▸ REQUIRED WORK: What you return should match the material below line for line, except that no image appears in it.

▸ GIVEN RECORDS:
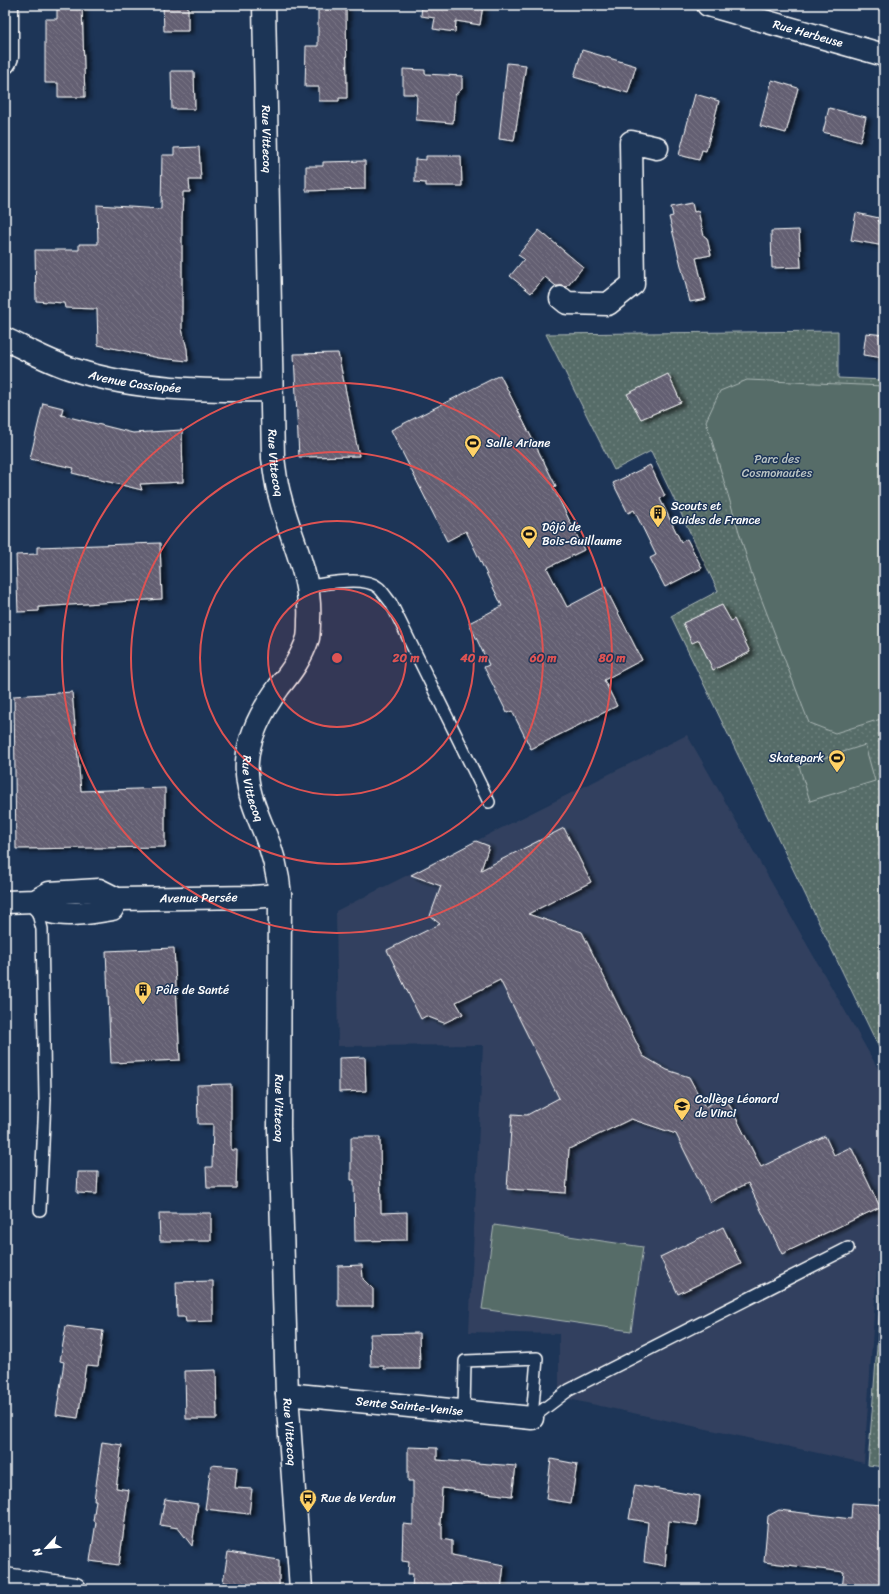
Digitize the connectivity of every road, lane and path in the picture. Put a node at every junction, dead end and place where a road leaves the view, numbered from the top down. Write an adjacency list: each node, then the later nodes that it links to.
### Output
1 (7, 5): 6 (street)
2 (264, 5): 10 (street, Rue Vittecoq)
3 (708, 5): 4 (street, Rue Herbeuse)
4 (761, 12): 5 (street, Rue Herbeuse)
5 (884, 55)
6 (5, 62)
7 (657, 148): 8 (street)
8 (560, 298)
9 (5, 339): 10 (street, Avenue Cassiopée)
10 (271, 390): 11 (street, Rue Vittecoq)
11 (308, 586): 12 (lane); 13 (street, Rue Vittecoq)
12 (489, 802)
13 (280, 895): 14 (street, Avenue Persée); 18 (street, Rue Vittecoq)
14 (35, 901): 15 (street, Avenue Persée); 16 (lane)
15 (5, 902)
16 (40, 1210)
17 (848, 1248): 20 (lane)
18 (287, 1394): 19 (street, Sente Sainte-Venise); 23 (street, Rue Vittecoq)
19 (464, 1411): 20 (street, Sente Sainte-Venise); 20 (lane)
20 (532, 1418)
21 (5, 1579): 22 (street)
22 (75, 1589)
23 (301, 1589)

▸ YOUR SOLUTION:
Digitize the connectivity of every road, lane and path in the picture. Put a node at every junction, dead end and place where a road leaves the view, numbered from the top down. Write an adjacency list: each node, then the later nodes that it links to.
### Output
1 (7, 5): 6 (street)
2 (264, 5): 10 (street, Rue Vittecoq)
3 (708, 5): 4 (street, Rue Herbeuse)
4 (761, 12): 5 (street, Rue Herbeuse)
5 (884, 55)
6 (5, 62)
7 (657, 148): 8 (street)
8 (560, 298)
9 (5, 339): 10 (street, Avenue Cassiopée)
10 (271, 390): 11 (street, Rue Vittecoq)
11 (308, 586): 12 (lane); 13 (street, Rue Vittecoq)
12 (489, 802)
13 (280, 895): 14 (street, Avenue Persée); 18 (street, Rue Vittecoq)
14 (35, 901): 15 (street, Avenue Persée); 16 (lane)
15 (5, 902)
16 (40, 1210)
17 (848, 1248): 20 (lane)
18 (287, 1394): 19 (street, Sente Sainte-Venise); 23 (street, Rue Vittecoq)
19 (464, 1411): 20 (street, Sente Sainte-Venise); 20 (lane)
20 (532, 1418)
21 (5, 1579): 22 (street)
22 (75, 1589)
23 (301, 1589)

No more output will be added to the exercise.